A version of this article originally appeared in Arkansas Business on June 20, 1988. It is being republished as part of Arkansas Business' 30th anniversary issue. You can access the digital edition for free here.

It officially begins like most every other event at Fayetteville’s Barnhill Arena I’ve attended — with a prayer and the National Anthem. However, this invocation at the home of the Arkansas’ basketball Razorbacks doesn’t have any of the usual athletic allusions, and the Hog Wild Band doesn’t play the “The Star-Spangled Banner.”

Phrases like “bountiful profits” and “another prosperous fiscal year” are sprinkled throughout this moment of thanksgiving. And this rendition of our national anthem packs an even bigger patriotic punch than usual.

The buxom young woman who belts out the lyrics effortlessly from the spotlight on the concert stage is backed by a multimedia ensemble consisting of a trio of large video screens and a pre-recorded orchestra.

The crowd of 6,000-plus is taken from hushed reverence to cheers of enthusiasm as the singer holds several notes for what seems like minutes during the “Oh, say does that star-spangled banner yet wave o’er the land of the free and the home of the brave” finale.

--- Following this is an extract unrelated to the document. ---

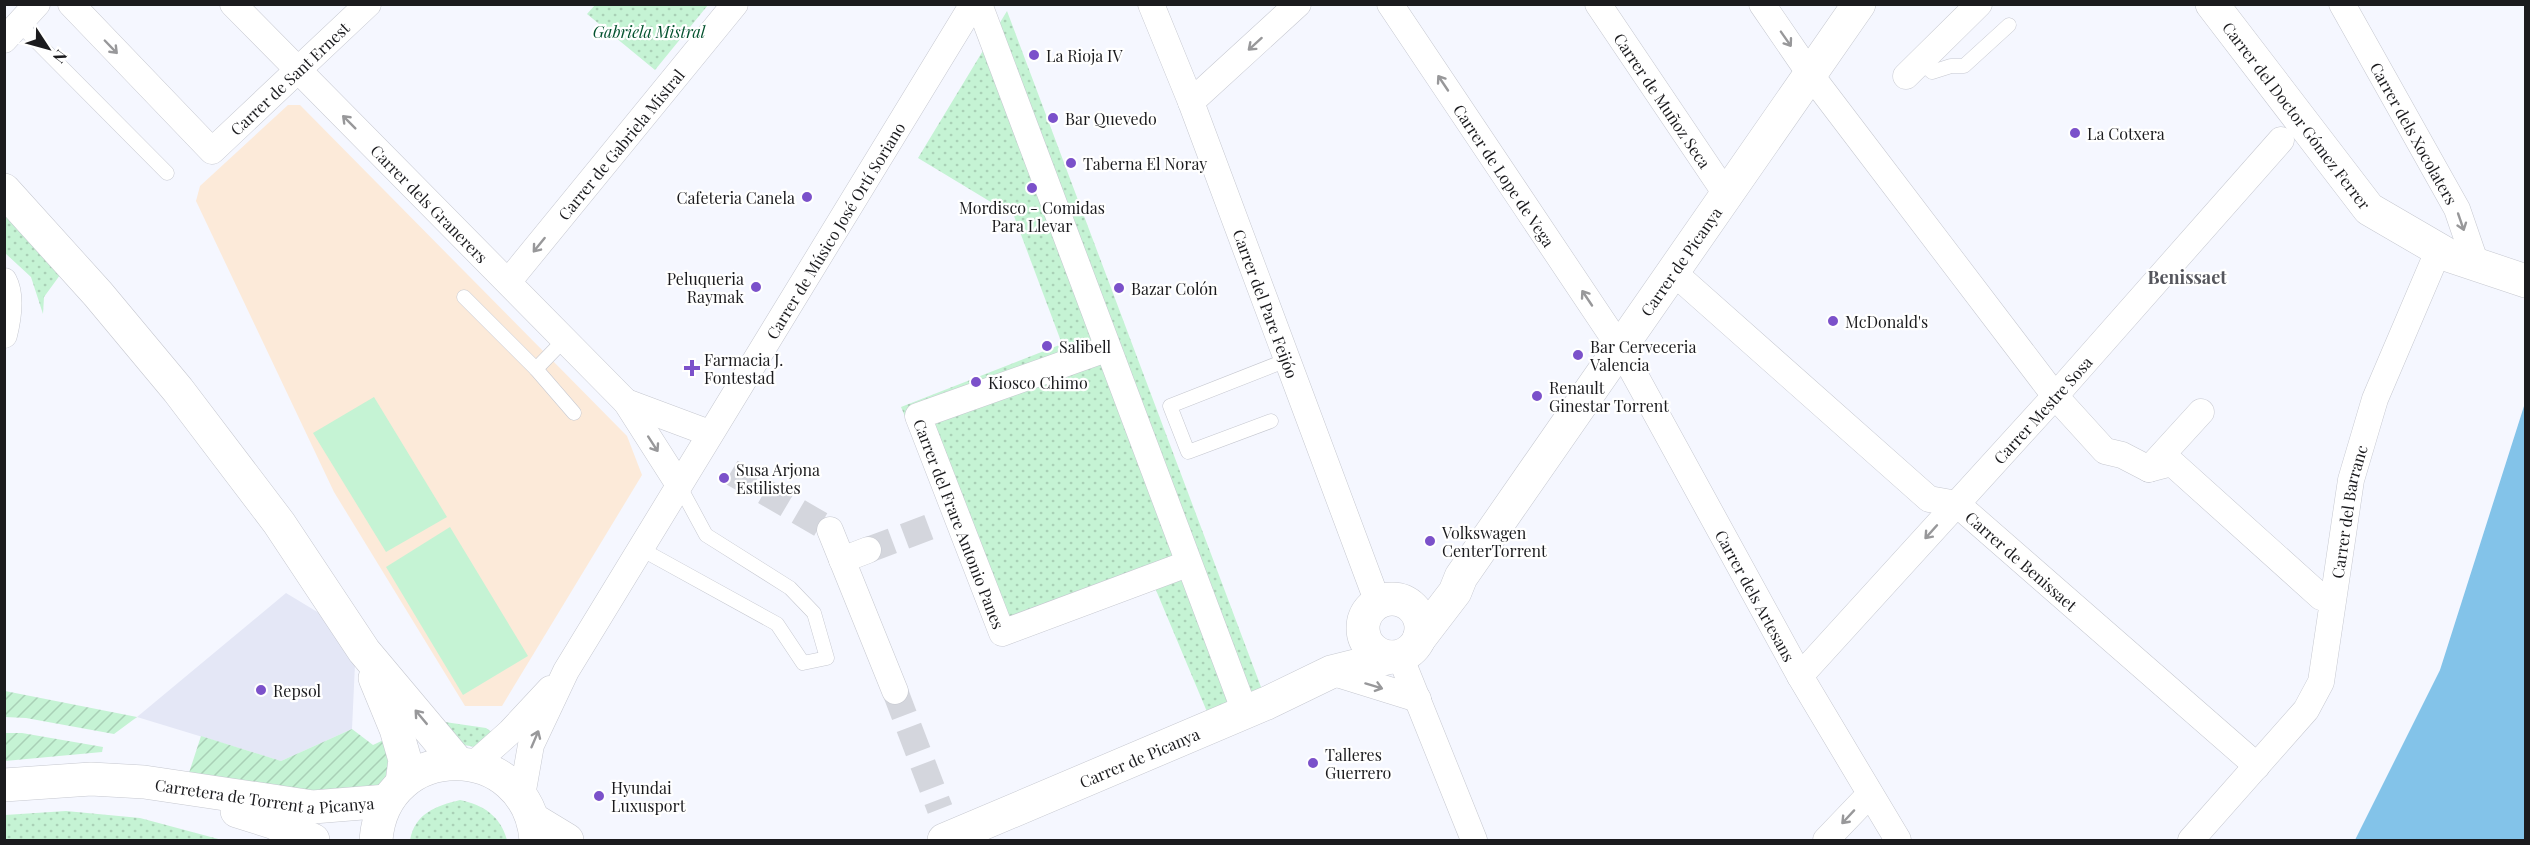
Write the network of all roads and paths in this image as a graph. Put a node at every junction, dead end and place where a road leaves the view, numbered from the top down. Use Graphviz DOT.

Standing here in northwest Arkansas amid the appreciative gathering with sky blue “What’s Important Is You” banners hanging from the rafters and scoreboard, the messes is clear: God, America, Wal-Mart.

Welcome to the pageantry and spectacle of Sam Walton’s capitalism rally — the 1988 Wal-Mart Shareholders’ Meeting — touted as the largest shareholders’ meeting in America, if not the world.

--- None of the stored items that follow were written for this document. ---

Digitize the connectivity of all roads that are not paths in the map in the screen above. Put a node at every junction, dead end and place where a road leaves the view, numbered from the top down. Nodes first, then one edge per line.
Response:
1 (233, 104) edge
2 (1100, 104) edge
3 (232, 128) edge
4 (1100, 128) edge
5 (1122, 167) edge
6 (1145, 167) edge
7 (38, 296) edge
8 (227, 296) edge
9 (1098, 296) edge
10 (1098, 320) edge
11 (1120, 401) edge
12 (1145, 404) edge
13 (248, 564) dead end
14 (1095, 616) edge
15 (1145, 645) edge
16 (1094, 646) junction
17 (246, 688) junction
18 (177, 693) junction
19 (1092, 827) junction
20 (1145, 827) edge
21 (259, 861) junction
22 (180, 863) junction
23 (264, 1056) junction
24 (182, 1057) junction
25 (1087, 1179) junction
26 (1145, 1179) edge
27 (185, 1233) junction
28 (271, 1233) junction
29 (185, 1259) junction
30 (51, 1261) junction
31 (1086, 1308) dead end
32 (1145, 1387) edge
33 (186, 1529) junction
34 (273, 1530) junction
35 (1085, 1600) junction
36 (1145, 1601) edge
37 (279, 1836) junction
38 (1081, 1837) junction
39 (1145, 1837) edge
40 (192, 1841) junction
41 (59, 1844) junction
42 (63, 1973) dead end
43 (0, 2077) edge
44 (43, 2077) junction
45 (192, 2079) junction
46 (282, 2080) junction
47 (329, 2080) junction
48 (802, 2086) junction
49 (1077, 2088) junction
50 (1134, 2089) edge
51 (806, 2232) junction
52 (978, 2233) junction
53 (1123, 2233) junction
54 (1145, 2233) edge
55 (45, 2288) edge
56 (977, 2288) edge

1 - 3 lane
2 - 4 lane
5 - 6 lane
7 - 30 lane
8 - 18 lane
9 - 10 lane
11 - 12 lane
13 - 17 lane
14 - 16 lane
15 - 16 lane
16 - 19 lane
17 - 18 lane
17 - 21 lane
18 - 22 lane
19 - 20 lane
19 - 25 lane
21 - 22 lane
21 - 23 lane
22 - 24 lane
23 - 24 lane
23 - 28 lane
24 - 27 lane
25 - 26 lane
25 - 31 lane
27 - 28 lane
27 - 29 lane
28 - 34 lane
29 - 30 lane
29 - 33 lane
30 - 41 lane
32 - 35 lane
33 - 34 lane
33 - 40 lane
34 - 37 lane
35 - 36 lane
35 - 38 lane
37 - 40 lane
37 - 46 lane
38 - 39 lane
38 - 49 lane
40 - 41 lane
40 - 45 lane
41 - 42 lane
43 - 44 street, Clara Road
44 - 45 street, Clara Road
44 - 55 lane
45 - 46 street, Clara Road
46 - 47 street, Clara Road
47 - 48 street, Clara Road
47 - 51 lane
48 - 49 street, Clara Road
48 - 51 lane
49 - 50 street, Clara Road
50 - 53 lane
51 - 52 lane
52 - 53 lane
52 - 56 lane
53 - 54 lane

Sitting alone at a table onstage flipping through a hodgepodge of papers, wearing a Wal-Mart ball cap is the man himself, reportedly the richest man in the U.S. of A.

Despite the fanfare going on around him, he’s not much on formalities. He prefers to be called Sam, not Mr. Walton. That apparently goes for his CEO David Glass on down to every store associate.

And he’s not much on talking with the media. We’ve all been issued some ground rules along with our fluorescent green press passes. There will be no one-on-one interviews with executive management.

That point is highlighted in the media kit memorandum, no doubt for the visually impaired among us. Sam supposedly hasn’t granted a personal interview in years. Too many requests to respond to, and it detracts from the team concept is the ruling.

Positioned here on the front row, a bold flight of fancy crosses my mind. How long would it take me to walk the few feet to the stage steps, jaunt up on the platform and plop down in an empty chair alongside Sam?